§ INPUT FOR THIS TASK:
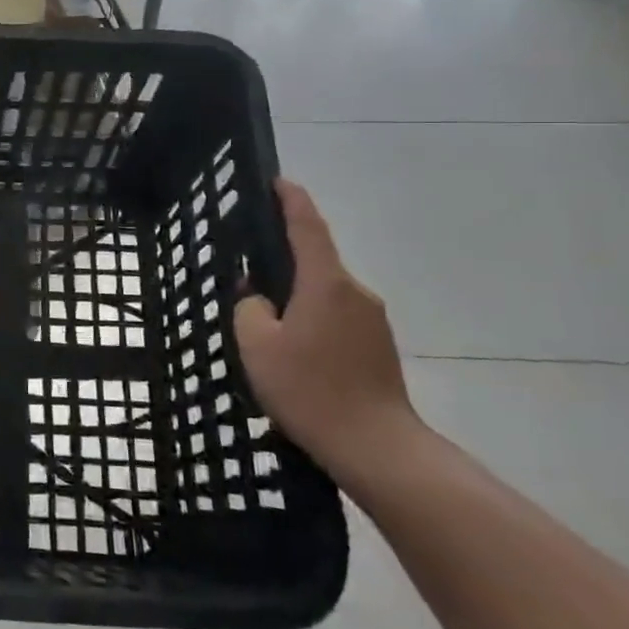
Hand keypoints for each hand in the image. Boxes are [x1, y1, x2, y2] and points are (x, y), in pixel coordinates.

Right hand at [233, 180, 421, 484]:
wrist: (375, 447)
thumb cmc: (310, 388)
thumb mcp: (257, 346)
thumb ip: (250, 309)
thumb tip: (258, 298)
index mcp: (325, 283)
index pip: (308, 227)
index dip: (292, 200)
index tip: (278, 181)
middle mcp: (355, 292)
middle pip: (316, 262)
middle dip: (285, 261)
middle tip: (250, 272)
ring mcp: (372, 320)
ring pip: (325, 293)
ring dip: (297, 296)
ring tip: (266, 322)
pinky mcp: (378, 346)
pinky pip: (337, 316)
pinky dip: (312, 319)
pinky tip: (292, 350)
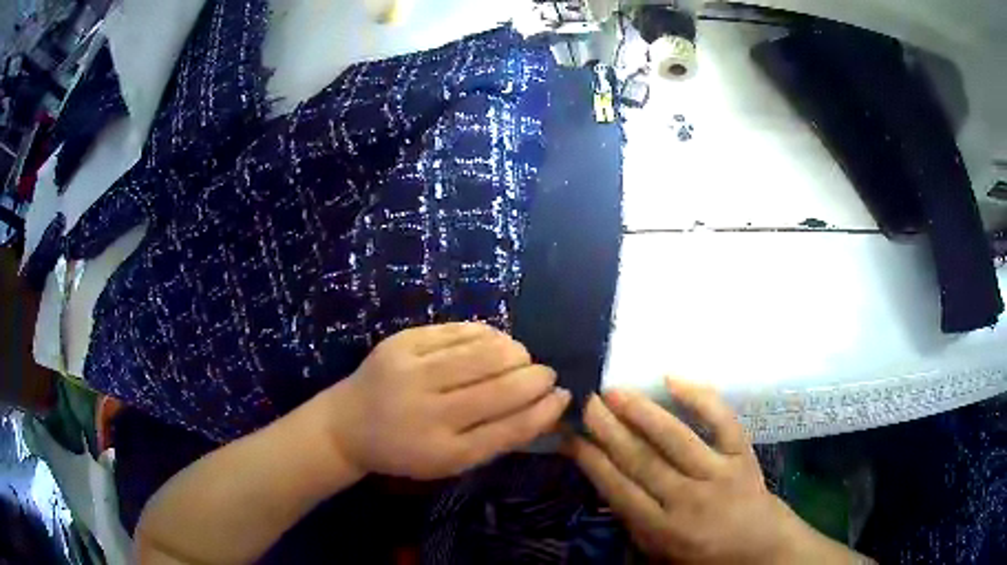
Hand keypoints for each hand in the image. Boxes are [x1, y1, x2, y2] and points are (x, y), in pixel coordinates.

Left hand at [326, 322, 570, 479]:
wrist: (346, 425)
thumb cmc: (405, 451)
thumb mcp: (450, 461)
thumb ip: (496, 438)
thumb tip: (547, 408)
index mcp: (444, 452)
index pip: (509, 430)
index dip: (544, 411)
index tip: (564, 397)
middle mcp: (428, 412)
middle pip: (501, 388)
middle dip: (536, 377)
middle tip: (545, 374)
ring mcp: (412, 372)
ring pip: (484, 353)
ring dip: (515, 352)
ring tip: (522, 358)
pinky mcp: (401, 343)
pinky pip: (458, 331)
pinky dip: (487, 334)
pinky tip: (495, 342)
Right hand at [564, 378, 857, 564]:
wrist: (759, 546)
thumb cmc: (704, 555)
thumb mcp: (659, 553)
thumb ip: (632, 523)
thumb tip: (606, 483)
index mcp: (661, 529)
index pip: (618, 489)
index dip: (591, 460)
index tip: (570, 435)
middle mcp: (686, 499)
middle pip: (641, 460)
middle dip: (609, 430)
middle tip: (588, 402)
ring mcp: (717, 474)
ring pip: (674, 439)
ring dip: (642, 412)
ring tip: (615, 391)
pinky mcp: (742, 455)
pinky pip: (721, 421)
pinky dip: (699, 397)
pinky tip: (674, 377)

§ TASK TO COMPLETE: Starting from the first line of the entries above, print each line exactly until the line containing "index tip: (278, 181)" has been printed, and skip the pictures.

§ COMPLETED EXERCISE:
Hand keypoints for each hand in the image. Boxes are [x1, y1, x2, y2] and points are (x, y), in pixel coordinates.

Right hand at [233, 180, 421, 484]:
wrist: (375, 447)
thumb cmc: (310, 388)
thumb mcp: (257, 346)
thumb ip: (250, 309)
thumb tip: (258, 298)
index mcp: (325, 283)
index pip: (308, 227)
index dip: (292, 200)
index tip: (278, 181)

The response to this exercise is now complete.